Sharing no more than a familiar title with D.W. Griffith‘s inflammatory 1915 film, the story follows Nat Turner, “a literate slave and preacher whose financially strained owner, Samuel Turner, accepts an offer to use Nat’s preaching to subdue unruly slaves. After witnessing countless atrocities against fellow slaves, Nat devises a plan to lead his people to freedom.”
Parker, who wrote the story with Jean McGianni Celestin and directed the feature, stars as Turner, whose historically glossed over rebellion resulted in 55-65 white deaths, 100-200 black deaths, and Turner’s hanging.

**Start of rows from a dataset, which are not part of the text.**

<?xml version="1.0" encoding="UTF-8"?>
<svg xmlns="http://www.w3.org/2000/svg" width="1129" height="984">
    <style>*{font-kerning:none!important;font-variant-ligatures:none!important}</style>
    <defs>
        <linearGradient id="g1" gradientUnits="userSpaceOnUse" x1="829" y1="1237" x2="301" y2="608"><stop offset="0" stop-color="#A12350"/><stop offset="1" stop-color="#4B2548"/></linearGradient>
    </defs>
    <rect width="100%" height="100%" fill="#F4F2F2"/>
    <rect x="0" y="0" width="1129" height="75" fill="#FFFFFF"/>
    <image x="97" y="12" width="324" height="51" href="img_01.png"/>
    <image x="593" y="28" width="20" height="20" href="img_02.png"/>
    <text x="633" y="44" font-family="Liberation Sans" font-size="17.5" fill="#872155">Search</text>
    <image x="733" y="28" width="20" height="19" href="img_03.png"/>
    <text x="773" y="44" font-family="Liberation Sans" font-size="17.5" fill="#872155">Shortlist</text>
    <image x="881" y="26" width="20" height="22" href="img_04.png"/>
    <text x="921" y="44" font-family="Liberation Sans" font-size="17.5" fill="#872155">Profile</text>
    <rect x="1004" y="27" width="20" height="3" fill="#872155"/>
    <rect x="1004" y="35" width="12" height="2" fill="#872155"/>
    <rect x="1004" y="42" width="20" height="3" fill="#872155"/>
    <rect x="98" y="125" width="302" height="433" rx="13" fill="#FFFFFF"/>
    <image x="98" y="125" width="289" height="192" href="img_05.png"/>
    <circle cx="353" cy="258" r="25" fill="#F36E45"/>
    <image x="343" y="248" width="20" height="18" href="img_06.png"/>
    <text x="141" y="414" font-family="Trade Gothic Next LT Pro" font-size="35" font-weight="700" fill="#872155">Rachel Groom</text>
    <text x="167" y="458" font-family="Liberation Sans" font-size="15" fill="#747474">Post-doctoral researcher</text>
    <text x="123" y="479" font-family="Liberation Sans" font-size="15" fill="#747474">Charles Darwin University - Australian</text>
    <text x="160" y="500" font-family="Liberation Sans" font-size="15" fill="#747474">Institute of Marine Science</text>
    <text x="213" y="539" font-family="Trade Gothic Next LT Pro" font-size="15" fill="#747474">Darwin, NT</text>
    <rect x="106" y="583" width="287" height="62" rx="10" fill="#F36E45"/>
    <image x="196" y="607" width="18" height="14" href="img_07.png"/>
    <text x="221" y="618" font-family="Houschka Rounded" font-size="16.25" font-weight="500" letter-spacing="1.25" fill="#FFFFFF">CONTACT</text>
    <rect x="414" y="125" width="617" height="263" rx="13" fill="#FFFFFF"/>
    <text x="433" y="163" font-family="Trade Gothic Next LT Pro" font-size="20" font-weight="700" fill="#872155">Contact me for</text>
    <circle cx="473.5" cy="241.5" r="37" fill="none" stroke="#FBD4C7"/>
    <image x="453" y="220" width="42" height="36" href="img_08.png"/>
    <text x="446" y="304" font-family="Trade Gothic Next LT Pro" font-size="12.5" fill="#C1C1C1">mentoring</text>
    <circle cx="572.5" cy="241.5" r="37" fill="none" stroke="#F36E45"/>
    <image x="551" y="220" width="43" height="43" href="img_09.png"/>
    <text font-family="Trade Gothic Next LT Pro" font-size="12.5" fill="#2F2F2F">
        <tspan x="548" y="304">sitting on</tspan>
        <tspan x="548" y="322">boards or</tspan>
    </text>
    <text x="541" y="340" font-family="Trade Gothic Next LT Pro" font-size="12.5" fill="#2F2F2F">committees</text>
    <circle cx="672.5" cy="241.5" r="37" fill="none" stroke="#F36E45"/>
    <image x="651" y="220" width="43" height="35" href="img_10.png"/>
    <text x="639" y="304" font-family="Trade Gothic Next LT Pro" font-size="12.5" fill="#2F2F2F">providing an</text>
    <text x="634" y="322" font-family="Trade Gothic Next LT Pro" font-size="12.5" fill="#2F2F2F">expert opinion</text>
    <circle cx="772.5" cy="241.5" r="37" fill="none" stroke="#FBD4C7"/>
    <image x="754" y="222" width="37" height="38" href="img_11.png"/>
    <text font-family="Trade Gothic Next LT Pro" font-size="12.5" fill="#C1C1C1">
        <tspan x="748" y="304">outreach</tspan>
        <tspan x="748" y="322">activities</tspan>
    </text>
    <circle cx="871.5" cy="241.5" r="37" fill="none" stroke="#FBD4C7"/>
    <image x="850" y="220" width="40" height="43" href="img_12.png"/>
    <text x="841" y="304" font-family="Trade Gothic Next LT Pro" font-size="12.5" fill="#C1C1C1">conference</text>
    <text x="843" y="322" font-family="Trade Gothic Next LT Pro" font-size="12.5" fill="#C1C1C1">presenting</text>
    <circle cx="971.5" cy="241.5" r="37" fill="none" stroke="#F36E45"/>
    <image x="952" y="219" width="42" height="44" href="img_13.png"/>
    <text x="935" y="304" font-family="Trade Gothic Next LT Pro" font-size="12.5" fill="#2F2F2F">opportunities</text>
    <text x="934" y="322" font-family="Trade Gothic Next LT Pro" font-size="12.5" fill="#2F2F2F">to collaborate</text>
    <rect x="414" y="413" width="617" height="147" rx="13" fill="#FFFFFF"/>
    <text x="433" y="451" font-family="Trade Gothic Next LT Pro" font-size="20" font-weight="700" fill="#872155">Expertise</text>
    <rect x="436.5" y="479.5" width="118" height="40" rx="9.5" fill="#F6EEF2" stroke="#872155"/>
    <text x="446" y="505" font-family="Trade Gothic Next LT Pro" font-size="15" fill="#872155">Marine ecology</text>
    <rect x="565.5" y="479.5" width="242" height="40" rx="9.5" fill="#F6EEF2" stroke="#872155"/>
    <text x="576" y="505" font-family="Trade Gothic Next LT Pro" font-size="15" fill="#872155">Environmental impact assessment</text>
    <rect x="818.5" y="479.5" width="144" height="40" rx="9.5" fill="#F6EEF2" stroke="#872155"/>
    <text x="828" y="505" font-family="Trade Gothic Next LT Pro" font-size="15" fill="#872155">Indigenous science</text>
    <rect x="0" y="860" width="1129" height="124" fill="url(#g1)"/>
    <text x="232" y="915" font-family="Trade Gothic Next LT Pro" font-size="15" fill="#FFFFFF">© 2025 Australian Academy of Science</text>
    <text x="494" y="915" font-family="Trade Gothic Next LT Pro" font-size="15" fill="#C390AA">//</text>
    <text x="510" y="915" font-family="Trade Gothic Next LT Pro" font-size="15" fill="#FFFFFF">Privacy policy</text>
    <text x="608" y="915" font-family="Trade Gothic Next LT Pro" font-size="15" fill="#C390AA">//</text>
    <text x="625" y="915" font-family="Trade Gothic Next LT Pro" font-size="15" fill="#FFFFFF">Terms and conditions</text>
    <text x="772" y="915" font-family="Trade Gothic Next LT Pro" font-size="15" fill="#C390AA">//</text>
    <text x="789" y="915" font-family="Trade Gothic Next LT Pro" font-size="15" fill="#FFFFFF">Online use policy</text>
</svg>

“I couldn’t be more honored to tell the story of one of America’s greatest heroes,” Parker said earlier this year. “A man whose actions rocked the nation, further precipitating the Civil War and emancipation for Americans of African descent. Nat Turner’s rebellion and message of resistance not only compels us to stand in the face of iniquity but also shines light on a critical moment in our history.”The cast also includes Armie Hammer (The Social Network), Aja Naomi King (How to Get Away With Murder), Aunjanue Ellis (The Book of Negroes), Colman Domingo (Selma), Dwight Henry (12 Years a Slave), Roger Guenveur Smith (Empire State) and Gabrielle Union (Being Mary Jane). The recipient of a fellowship with the Sundance Institute Feature Film Program last year, The Birth of a Nation will premiere on January 25 at the 2016 Sundance Film Festival (January 21-31) in the U.S. Dramatic Competition category. The film was produced by Aaron L. Gilbert, Kevin Turen, Jason Michael Berman, Preston Holmes and Parker under Bron Studios, Phantom Four, Mandalay Pictures and Tiny Giant Prods. in association with Follow Through Prods., Infinity Entertainment and Creative Wealth Media Finance. David Goyer, Mike Novogratz, Michael Finley, Tony Parker, Jason Cloth, Jane Oster, Barb Lee, Carl Lindner, Derrick Brooks, Ryan and Jill Ahrens, Armin Tehrany and Mark Moran served as executive producers.
Until now, the most notable film project about Turner was Charles Burnett‘s 2003 documentary, Nat Turner: A Troublesome Property, which aired on PBS in 2004.